Extract from the entries below, exactly as given, only the lines from the line containing "402, 45, 9, 6);" to the line containing "40, 15, 16);", both lines included.

+===+

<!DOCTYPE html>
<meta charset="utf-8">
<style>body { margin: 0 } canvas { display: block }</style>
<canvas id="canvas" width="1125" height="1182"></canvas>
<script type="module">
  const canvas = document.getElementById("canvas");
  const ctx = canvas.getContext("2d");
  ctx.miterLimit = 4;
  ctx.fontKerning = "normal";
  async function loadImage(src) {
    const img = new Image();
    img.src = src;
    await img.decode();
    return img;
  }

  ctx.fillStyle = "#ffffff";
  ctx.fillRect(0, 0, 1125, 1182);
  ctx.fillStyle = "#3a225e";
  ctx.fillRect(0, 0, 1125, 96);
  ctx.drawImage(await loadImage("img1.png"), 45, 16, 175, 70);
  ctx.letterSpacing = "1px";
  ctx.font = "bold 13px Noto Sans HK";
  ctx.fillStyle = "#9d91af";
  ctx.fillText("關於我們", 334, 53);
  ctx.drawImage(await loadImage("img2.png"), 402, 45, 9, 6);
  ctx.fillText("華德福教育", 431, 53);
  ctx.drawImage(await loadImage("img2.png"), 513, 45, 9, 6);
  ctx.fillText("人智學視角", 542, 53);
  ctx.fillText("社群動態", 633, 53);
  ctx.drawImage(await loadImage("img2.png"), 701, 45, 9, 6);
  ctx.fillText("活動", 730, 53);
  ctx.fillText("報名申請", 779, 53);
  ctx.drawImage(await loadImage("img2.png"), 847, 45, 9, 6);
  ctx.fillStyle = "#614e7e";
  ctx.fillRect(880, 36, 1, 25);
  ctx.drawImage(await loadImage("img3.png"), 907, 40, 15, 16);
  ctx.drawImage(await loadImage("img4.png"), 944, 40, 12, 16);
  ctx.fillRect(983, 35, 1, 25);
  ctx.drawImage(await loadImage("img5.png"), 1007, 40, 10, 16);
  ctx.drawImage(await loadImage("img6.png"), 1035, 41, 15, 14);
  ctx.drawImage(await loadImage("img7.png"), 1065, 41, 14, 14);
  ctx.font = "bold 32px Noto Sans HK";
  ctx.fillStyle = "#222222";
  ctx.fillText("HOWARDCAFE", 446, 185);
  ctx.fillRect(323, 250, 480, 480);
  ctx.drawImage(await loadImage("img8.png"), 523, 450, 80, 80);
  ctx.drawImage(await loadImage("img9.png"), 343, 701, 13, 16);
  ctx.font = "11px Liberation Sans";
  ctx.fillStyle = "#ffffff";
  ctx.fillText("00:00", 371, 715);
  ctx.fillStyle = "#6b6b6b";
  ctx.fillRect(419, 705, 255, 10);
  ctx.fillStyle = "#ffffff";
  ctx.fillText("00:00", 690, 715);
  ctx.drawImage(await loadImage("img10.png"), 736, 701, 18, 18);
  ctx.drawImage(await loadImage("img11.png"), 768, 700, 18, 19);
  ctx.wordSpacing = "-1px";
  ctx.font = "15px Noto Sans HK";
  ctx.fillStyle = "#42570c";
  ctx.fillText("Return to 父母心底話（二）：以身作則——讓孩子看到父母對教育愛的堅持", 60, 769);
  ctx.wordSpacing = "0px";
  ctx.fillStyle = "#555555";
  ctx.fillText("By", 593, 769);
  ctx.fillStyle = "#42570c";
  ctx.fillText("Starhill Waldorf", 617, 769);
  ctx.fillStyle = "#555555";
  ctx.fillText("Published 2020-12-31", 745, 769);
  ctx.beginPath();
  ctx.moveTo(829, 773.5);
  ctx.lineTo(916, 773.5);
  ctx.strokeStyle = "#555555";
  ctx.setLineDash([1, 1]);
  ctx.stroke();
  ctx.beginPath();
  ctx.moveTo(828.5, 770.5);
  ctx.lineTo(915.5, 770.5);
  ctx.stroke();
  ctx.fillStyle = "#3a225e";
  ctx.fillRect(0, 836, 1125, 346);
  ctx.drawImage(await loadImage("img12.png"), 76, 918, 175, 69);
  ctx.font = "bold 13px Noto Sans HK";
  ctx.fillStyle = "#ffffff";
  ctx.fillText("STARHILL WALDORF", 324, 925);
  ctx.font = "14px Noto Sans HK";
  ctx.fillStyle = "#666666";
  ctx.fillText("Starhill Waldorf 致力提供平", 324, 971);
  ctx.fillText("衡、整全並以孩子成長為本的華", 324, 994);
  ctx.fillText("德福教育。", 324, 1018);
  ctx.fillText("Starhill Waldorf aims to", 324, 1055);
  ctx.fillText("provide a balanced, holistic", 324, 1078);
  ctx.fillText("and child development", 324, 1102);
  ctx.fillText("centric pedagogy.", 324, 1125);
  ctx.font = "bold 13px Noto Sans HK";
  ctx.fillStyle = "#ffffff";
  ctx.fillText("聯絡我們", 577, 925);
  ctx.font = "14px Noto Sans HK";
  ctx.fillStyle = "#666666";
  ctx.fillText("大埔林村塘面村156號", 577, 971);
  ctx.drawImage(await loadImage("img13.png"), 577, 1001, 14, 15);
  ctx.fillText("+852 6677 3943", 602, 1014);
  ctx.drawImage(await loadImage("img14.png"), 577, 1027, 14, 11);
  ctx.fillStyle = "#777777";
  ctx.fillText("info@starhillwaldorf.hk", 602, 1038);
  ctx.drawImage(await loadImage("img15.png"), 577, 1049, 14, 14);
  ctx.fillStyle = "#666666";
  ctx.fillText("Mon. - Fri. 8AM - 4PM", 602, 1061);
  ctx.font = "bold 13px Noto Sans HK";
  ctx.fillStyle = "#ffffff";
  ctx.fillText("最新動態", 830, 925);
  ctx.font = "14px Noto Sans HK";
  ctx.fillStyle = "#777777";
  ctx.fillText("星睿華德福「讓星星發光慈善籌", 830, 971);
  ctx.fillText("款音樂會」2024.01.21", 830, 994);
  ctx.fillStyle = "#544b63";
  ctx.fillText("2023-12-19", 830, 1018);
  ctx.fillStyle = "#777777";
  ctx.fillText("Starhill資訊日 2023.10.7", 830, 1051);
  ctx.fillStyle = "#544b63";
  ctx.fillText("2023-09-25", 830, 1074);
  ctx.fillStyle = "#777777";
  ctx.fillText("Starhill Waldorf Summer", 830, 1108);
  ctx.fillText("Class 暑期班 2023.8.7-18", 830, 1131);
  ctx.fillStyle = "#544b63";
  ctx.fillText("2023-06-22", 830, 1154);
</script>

+===+

■ SOLVED EXERCISE ■
  ctx.drawImage(await loadImage("img2.png"), 402, 45, 9, 6);
  ctx.fillText("華德福教育", 431, 53);
  ctx.drawImage(await loadImage("img2.png"), 513, 45, 9, 6);
  ctx.fillText("人智學視角", 542, 53);
  ctx.fillText("社群動態", 633, 53);
  ctx.drawImage(await loadImage("img2.png"), 701, 45, 9, 6);
  ctx.fillText("活動", 730, 53);
  ctx.fillText("報名申請", 779, 53);
  ctx.drawImage(await loadImage("img2.png"), 847, 45, 9, 6);
  ctx.fillStyle = "#614e7e";
  ctx.fillRect(880, 36, 1, 25);
  ctx.drawImage(await loadImage("img3.png"), 907, 40, 15, 16);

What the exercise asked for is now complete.